■ Exercise prompt ■
Find every line below that contains the word "Give" and copy it out.
START Exercise data
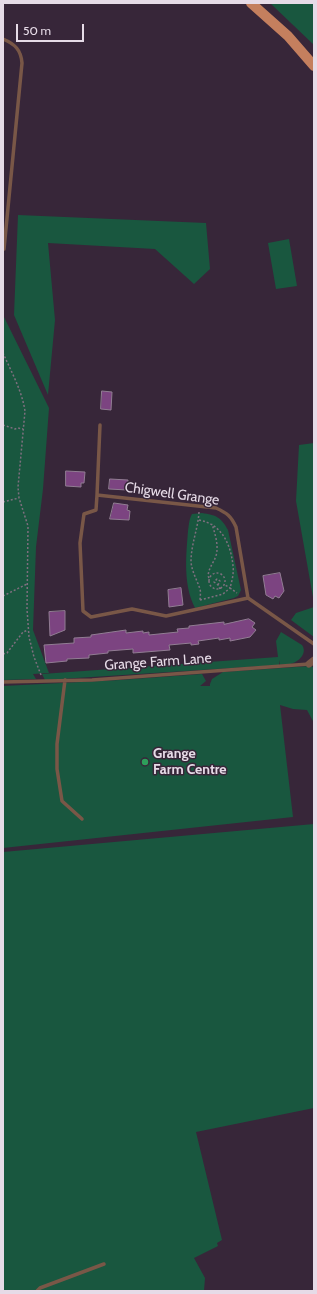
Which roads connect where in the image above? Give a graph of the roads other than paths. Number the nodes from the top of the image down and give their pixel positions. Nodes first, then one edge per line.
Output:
1 (251, 3) edge
2 (3, 39) edge
3 (314, 66) edge
4 (3, 194) edge
5 (9, 194) junction
6 (4, 249) edge
7 (100, 425) dead end
8 (97, 495) junction
9 (248, 598) junction
10 (314, 644) edge
11 (312, 662) edge
12 (65, 680) junction
13 (3, 682) edge
14 (82, 819) dead end
15 (104, 1264) dead end
16 (37, 1291) edge

1 - 3 main road
2 - 5 lane
4 - 5 lane
5 - 6 lane
7 - 8 lane
8 - 9 lane, Chigwell Grange
8 - 9 lane
9 - 10 lane
11 - 12 lane, Grange Farm Lane
12 - 13 lane, Grange Farm Lane
12 - 14 lane
15 - 16 lane

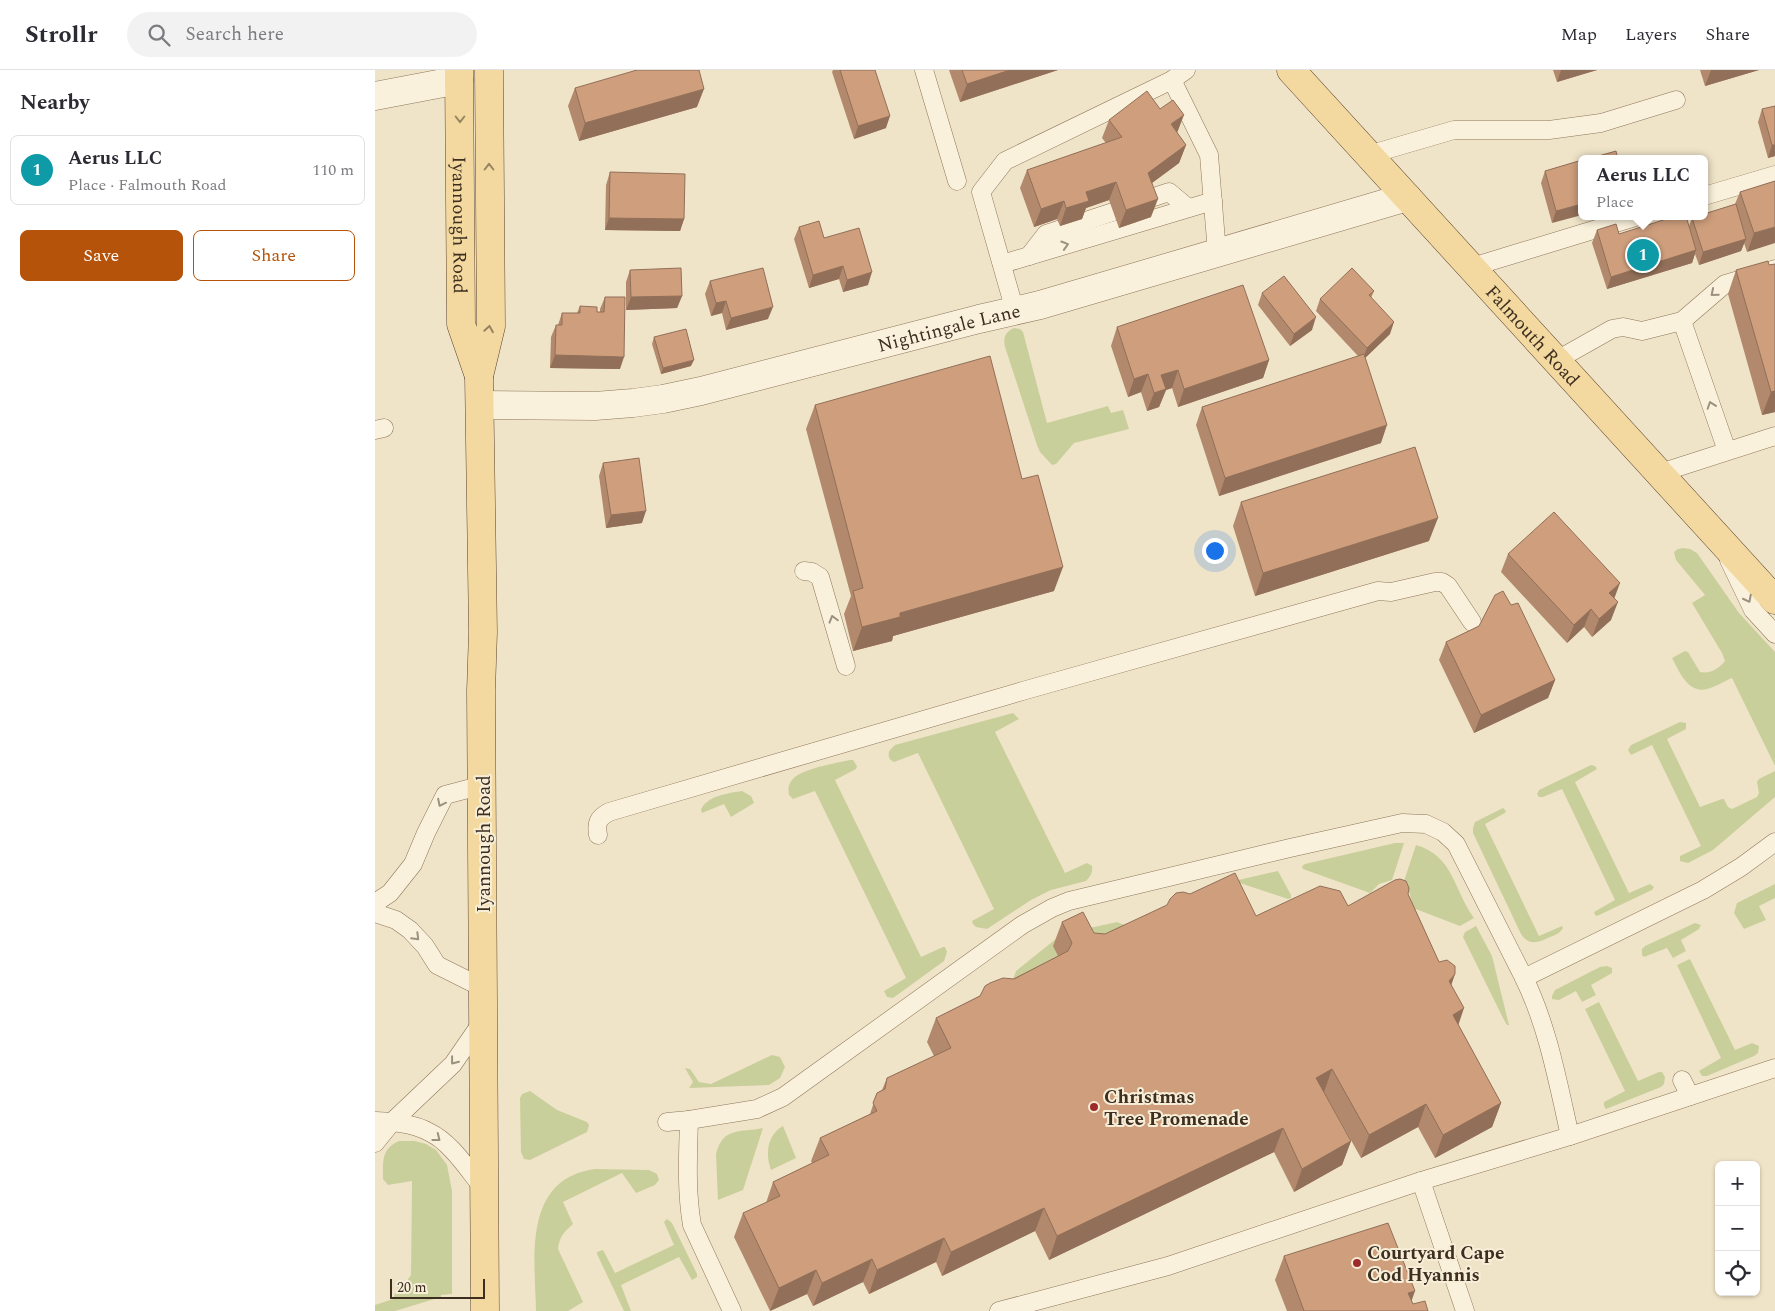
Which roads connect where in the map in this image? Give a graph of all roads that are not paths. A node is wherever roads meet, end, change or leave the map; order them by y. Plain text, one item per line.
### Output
END Exercise data
■ Solution for this problem ■
Which roads connect where in the image above? Give a graph of the roads other than paths. Number the nodes from the top of the image down and give their pixel positions. Nodes first, then one edge per line.
Which roads connect where in the map in this image? Give a graph of all roads that are not paths. A node is wherever roads meet, end, change or leave the map; order them by y. Plain text, one item per line.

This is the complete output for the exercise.